PROBLEM DETAILS: The required lines are those that contain "Elgin"; pull them out of the data and copy them.

Saved entries
++++++++++++++++++++

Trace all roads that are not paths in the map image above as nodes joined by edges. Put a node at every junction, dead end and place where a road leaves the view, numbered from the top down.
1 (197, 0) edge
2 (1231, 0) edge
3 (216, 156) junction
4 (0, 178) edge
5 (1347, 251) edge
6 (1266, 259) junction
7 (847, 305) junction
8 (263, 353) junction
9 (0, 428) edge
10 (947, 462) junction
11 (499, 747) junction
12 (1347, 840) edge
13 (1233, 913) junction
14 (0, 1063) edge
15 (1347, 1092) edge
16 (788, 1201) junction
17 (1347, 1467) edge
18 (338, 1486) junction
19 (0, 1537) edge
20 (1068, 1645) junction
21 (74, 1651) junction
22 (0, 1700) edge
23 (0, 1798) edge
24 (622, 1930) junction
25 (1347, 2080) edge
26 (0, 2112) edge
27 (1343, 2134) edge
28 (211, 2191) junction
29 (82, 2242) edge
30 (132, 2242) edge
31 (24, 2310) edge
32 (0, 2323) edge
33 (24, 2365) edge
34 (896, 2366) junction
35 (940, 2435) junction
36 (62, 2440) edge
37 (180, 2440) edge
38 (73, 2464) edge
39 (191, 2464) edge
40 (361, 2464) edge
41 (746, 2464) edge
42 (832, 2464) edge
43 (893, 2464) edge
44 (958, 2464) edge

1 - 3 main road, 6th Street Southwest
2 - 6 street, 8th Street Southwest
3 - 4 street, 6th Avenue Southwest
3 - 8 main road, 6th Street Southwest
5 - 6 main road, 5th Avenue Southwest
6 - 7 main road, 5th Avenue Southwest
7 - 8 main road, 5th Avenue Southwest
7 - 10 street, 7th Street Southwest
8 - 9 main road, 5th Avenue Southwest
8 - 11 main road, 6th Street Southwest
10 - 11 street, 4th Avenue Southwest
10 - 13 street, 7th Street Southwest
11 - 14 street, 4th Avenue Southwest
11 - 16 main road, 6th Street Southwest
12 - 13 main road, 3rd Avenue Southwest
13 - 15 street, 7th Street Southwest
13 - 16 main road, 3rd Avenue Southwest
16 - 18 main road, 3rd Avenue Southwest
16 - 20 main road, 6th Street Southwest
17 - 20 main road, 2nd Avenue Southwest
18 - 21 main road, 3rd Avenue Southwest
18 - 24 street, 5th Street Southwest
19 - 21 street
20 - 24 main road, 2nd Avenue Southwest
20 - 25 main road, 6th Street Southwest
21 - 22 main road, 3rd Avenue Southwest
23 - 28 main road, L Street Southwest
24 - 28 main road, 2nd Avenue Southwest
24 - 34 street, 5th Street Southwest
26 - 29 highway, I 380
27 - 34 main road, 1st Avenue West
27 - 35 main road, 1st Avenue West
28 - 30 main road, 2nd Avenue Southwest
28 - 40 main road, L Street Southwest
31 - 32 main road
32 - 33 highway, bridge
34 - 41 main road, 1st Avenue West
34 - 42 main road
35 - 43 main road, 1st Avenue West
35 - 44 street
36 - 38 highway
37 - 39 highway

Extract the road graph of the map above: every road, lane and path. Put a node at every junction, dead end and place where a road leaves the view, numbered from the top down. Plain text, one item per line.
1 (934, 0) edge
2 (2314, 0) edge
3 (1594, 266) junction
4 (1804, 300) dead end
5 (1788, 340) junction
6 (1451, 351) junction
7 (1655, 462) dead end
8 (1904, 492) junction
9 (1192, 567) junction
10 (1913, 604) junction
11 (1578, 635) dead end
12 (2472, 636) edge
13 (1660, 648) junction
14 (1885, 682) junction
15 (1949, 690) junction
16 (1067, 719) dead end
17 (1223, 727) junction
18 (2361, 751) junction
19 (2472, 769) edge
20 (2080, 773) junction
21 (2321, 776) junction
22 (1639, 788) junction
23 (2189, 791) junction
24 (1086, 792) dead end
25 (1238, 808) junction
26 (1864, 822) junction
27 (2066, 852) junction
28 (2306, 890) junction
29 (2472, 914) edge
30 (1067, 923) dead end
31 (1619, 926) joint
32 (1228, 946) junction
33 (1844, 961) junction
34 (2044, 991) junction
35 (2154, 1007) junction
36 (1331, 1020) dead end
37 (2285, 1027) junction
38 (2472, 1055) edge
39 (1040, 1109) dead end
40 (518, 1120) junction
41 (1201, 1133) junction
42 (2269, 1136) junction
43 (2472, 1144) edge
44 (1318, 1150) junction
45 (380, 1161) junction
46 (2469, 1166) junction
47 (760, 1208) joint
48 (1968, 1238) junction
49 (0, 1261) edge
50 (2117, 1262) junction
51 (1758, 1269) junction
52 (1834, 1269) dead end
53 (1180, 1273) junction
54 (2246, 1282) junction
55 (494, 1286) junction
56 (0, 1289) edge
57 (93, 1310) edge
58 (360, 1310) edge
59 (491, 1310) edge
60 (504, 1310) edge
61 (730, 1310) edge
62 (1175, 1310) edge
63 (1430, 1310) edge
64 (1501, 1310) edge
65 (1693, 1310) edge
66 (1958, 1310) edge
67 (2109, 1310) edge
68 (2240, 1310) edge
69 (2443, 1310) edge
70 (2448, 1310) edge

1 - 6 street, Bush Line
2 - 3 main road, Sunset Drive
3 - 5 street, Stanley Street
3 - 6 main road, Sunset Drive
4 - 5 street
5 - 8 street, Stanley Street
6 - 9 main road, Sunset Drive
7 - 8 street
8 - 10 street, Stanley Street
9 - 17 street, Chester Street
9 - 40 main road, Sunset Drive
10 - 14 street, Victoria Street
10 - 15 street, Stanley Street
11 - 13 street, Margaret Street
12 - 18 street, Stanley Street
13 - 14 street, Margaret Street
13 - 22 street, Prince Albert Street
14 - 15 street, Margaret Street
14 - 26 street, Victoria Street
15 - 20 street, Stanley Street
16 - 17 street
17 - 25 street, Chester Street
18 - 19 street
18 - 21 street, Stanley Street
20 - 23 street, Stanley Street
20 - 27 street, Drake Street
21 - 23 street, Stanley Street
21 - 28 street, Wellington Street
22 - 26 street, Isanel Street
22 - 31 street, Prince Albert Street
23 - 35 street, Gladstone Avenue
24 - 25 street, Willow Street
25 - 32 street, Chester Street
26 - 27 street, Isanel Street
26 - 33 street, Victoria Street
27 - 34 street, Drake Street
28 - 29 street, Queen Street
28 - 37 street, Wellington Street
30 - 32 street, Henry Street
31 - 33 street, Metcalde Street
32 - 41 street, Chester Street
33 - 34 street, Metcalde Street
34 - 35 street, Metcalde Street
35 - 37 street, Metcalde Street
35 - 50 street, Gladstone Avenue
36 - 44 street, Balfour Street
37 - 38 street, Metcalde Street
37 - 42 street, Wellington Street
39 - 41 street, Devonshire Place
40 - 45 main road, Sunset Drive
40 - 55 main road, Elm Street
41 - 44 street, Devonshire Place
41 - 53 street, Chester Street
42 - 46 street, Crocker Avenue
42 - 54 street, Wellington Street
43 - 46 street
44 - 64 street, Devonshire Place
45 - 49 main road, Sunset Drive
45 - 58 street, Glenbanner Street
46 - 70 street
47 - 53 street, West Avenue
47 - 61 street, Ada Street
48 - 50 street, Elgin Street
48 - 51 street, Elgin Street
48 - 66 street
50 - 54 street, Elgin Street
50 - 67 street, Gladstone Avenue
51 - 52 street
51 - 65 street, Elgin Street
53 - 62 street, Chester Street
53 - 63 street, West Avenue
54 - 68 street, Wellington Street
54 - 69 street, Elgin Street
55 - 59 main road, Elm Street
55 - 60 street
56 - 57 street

++++++++++++++++++++

SOLUTION FOR THIS EXERCISE:
48 - 50 street, Elgin Street
48 - 51 street, Elgin Street
50 - 54 street, Elgin Street
51 - 65 street, Elgin Street
54 - 69 street, Elgin Street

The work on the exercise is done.